* Records to use *
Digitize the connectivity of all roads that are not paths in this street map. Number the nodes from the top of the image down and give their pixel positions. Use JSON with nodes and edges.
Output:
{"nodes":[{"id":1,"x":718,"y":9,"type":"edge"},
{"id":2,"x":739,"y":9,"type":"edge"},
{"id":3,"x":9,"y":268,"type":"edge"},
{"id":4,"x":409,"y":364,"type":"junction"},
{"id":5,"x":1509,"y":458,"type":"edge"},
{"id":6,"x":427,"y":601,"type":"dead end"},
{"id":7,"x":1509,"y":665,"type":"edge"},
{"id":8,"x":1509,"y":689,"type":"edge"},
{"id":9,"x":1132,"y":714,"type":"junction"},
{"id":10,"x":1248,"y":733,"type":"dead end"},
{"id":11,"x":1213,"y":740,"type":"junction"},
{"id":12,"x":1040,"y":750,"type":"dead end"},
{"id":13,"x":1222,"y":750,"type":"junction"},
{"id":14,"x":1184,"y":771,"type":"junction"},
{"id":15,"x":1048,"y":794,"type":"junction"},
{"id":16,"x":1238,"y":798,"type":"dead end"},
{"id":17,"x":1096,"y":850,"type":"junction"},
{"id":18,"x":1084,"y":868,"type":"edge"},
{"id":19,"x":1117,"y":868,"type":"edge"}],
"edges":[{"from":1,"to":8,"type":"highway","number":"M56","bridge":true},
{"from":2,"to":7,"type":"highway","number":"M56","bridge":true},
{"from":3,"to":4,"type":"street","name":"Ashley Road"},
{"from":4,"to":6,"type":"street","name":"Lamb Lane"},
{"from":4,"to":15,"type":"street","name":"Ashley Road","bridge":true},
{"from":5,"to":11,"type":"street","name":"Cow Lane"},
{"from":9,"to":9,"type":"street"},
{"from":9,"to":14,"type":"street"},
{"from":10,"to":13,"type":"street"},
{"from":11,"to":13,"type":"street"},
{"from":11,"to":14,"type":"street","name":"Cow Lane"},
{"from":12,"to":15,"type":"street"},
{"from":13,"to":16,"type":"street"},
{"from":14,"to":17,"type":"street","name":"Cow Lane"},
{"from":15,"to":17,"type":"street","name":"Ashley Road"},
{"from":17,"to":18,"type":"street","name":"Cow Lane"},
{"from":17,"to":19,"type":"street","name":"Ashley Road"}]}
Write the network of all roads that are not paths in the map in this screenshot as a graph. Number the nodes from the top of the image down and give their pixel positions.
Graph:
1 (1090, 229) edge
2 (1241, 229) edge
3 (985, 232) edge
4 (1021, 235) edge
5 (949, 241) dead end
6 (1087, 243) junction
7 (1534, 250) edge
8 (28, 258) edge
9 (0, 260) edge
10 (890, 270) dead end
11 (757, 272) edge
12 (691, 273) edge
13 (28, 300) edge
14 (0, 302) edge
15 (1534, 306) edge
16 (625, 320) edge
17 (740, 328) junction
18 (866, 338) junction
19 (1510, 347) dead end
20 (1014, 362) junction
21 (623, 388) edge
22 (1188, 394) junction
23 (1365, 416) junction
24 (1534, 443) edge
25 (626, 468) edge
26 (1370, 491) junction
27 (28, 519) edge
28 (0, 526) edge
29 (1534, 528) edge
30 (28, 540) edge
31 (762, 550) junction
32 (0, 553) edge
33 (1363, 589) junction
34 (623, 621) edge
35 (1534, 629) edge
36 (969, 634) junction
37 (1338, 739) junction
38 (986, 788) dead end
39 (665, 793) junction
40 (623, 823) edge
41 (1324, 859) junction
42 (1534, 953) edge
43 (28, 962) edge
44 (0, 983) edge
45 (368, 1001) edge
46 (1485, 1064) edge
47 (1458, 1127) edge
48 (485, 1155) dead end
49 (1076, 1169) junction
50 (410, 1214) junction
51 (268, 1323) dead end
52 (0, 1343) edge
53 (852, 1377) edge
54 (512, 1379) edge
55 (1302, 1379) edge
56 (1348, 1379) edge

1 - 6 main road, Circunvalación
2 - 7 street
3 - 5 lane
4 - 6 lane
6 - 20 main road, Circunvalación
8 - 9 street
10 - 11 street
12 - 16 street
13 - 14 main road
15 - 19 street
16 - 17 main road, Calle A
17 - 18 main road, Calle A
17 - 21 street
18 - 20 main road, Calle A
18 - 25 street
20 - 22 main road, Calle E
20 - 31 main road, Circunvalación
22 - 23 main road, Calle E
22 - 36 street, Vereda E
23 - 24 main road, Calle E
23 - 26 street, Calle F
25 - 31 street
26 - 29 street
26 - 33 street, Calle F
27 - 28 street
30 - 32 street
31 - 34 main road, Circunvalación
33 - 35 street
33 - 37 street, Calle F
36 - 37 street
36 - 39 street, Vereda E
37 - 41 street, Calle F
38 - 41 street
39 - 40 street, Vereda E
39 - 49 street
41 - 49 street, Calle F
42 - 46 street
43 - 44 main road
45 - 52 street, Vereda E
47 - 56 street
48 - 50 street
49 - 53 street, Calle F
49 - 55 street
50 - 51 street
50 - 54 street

* Required action *
If a line above holds the string "roads", copy it out.

* Exercise answer *
Digitize the connectivity of all roads that are not paths in this street map. Number the nodes from the top of the image down and give their pixel positions. Use JSON with nodes and edges.
Write the network of all roads that are not paths in the map in this screenshot as a graph. Number the nodes from the top of the image down and give their pixel positions.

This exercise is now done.